Success means being happy. That comes in a lot of forms. This week, it came from spending time with my family, it came from a million-dollar-deal that one of our best people worked hard to get done, it came from getting a text late last night from someone who heard from someone that the QLess demo at Tech Zulu’s Spotlight L.A. had been great, it came from being congratulated by the co-founder I so much respect for a piece of hard work I did, it came from seeing adoption of our mobile queueing invention growing dramatically from year to year in some data I saw last night, and most of all, it comes in the form of recognition by happy customers –take this unsolicited testimonials that came in yesterday in the form of a recommendation from one highly successful restaurant owner to another:

Qless.  Yes.  I highly recommend it.  Here’s why:

Customers actually think it’s fun, for one thing.:-)  “That’s really cool” is heard around here frequently.  They enjoy being able to wander freely in store, up the street or at home.  They like being able to get updates on wait time without calling somebody or tracking down a hostess.

I have had large parties wait up to 3.5 hours – because they could do it from home.

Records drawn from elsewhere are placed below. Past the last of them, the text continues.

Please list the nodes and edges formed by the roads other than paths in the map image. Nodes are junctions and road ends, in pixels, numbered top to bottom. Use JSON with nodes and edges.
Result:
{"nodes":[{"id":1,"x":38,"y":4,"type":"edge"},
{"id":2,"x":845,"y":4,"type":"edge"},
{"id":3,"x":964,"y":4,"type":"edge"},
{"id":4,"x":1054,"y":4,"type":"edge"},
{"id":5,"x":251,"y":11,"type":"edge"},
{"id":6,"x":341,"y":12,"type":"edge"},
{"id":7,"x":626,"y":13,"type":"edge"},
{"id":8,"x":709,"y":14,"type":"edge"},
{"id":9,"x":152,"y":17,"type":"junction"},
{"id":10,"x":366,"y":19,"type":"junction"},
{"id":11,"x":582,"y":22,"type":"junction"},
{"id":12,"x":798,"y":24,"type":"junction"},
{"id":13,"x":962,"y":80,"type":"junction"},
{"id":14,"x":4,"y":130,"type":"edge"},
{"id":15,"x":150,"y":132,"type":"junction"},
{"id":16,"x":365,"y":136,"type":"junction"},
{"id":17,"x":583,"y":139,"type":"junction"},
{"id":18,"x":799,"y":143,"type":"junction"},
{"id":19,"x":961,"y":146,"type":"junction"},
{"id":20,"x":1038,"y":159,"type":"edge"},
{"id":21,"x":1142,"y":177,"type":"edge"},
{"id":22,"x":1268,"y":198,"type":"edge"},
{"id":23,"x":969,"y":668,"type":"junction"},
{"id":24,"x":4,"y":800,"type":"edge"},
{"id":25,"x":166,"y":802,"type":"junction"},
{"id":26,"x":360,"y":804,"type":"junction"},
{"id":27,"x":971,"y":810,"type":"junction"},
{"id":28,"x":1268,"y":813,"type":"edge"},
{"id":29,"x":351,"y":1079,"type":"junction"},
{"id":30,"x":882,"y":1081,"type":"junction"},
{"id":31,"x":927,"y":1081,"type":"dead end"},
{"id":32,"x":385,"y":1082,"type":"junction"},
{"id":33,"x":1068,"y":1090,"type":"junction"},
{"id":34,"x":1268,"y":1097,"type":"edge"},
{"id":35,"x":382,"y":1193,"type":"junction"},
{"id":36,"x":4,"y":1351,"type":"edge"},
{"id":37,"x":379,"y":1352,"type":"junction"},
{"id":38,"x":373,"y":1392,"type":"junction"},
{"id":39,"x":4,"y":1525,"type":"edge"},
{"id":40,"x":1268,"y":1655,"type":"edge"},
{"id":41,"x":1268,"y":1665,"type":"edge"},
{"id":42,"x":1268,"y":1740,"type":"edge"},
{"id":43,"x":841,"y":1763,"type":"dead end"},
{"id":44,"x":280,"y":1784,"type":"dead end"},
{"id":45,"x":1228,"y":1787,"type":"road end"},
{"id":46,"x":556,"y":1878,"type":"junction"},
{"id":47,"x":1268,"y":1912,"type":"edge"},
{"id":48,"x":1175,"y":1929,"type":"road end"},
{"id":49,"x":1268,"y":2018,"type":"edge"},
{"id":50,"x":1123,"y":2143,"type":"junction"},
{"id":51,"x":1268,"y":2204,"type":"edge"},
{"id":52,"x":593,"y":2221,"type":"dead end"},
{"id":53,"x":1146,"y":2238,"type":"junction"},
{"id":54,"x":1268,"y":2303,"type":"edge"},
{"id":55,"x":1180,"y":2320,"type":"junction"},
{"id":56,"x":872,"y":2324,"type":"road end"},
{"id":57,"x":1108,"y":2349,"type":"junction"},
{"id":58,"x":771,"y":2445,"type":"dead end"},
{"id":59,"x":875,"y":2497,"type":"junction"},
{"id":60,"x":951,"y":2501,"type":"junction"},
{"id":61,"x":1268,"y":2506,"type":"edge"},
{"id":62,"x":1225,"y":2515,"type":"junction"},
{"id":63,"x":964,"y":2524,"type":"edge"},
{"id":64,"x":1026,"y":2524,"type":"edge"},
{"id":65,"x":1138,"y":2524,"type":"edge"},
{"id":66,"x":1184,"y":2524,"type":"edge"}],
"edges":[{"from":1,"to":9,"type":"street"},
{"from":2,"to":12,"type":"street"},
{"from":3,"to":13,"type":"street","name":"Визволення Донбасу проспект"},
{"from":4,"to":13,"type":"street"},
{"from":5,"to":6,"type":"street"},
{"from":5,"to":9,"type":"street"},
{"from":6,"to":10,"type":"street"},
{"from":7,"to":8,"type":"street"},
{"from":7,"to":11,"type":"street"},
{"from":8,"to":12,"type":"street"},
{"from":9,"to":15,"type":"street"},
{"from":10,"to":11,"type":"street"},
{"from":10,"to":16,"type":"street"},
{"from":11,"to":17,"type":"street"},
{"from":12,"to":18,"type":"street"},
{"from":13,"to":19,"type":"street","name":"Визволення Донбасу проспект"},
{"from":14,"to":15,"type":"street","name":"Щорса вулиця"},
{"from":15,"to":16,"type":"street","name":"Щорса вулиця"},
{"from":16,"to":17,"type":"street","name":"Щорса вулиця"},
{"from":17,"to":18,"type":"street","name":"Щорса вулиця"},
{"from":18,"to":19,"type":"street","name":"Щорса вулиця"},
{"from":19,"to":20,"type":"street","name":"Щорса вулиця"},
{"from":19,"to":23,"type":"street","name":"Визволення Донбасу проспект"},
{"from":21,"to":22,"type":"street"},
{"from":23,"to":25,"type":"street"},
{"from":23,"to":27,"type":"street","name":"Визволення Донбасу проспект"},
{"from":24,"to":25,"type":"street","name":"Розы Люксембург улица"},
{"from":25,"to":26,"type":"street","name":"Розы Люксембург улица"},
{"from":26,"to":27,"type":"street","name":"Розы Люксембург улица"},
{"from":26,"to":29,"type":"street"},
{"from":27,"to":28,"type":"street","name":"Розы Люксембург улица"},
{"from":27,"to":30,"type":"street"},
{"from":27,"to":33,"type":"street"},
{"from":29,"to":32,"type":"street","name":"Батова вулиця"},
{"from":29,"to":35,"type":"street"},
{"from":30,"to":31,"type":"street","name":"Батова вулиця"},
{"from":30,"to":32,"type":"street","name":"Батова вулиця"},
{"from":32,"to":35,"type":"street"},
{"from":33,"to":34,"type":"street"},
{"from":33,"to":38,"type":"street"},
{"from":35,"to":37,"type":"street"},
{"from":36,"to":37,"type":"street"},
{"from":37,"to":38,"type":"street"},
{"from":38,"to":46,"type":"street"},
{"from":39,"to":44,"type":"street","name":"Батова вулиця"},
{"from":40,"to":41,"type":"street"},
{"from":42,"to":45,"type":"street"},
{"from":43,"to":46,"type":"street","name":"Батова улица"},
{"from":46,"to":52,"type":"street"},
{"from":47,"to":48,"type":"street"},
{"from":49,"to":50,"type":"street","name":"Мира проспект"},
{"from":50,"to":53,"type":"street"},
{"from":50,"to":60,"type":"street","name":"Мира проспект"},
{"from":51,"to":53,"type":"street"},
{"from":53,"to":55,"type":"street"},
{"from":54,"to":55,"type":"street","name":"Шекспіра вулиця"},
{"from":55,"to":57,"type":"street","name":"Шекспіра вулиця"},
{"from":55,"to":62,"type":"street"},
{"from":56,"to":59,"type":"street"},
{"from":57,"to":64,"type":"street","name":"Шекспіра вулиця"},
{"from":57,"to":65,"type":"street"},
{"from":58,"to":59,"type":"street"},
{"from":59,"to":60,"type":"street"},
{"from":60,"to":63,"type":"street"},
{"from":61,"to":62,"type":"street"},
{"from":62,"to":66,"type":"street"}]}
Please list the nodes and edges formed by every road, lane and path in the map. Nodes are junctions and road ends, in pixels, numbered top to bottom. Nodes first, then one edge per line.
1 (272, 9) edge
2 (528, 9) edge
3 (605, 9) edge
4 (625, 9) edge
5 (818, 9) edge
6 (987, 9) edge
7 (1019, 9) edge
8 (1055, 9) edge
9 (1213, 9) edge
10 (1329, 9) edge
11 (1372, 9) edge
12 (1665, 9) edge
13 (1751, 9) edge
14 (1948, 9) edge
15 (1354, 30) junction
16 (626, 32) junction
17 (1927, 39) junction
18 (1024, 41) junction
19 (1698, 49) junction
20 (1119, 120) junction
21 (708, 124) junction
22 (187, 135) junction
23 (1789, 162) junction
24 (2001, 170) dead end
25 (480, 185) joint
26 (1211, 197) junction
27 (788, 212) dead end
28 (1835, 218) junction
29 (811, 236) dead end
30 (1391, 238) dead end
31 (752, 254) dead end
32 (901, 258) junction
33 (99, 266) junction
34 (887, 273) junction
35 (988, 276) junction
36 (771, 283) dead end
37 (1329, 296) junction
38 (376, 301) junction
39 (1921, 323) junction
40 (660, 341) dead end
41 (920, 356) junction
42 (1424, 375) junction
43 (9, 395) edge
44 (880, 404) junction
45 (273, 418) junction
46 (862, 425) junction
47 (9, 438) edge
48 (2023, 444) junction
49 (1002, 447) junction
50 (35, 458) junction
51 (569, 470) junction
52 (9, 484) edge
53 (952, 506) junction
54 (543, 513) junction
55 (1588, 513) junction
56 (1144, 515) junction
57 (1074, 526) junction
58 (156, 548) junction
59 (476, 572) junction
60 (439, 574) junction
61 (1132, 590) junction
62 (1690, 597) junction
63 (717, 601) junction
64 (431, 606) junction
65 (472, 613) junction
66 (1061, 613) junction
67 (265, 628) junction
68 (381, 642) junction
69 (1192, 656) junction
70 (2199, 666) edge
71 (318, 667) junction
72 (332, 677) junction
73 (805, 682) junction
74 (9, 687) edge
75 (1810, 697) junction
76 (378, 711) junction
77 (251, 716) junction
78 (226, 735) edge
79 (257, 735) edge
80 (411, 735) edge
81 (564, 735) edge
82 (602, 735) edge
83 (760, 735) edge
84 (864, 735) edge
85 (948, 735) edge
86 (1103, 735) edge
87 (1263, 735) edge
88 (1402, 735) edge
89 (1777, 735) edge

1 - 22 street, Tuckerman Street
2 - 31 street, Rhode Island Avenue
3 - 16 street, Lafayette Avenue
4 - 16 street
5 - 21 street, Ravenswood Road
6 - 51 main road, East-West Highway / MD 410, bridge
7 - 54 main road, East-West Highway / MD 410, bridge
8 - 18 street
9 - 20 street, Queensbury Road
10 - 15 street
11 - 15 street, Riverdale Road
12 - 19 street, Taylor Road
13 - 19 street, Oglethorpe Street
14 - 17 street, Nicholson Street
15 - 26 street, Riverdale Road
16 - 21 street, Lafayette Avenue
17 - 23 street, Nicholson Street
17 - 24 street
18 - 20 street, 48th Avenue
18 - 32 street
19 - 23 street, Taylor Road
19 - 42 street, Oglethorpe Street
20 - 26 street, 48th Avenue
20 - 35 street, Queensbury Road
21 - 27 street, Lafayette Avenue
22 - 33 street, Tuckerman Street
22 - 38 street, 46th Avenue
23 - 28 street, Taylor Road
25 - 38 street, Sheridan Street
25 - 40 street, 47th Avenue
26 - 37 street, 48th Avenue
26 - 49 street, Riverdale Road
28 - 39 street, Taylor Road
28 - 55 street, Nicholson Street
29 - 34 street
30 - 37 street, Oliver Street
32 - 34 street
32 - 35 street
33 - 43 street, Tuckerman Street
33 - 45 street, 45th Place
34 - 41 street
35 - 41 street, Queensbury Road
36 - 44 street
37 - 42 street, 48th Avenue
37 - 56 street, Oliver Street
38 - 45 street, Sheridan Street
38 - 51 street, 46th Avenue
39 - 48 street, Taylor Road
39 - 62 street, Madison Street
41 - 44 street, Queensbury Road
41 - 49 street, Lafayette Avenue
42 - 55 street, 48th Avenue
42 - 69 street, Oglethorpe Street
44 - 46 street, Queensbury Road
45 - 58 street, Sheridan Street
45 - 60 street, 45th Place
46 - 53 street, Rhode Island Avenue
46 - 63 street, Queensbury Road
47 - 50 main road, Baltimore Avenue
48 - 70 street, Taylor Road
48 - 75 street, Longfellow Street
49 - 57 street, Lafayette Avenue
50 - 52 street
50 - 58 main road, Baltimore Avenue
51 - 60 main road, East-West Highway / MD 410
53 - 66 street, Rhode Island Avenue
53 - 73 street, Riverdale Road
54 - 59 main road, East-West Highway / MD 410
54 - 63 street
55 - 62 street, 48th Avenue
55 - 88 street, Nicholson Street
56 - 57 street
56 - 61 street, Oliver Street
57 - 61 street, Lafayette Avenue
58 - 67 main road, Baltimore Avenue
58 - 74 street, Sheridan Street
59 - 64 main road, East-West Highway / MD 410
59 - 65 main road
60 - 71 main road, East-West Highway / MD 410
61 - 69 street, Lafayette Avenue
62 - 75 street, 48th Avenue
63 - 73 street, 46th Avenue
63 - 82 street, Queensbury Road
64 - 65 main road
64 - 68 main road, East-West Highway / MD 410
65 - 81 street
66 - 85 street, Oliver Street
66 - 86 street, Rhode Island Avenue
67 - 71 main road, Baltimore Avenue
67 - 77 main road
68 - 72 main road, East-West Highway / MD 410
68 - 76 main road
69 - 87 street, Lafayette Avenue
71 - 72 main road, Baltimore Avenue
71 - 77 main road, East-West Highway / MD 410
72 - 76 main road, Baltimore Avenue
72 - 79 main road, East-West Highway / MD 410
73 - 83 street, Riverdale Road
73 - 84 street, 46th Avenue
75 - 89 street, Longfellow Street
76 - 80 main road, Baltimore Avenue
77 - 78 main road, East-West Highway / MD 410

The time it takes for tables to get to the hostess stand after they are summoned is just over a minute, on average.  I can’t find people sitting at the bar that fast!

I have had several customers tell me that they come here now when they didn’t before because they can text in.

My hostesses love it now……..after the initial learning period ………and enjoy not being “stalked” by people waiting for their tables and checking the list every 5 minutes.

So, overall, Qless has enabled me to keep more people on a wait longer and keep them happy at the same time.  It has gotten people here that wouldn’t be here – and kept people here that would have left.  It has improved the experience and satisfaction of those waiting and freed up the hostesses to provide better service.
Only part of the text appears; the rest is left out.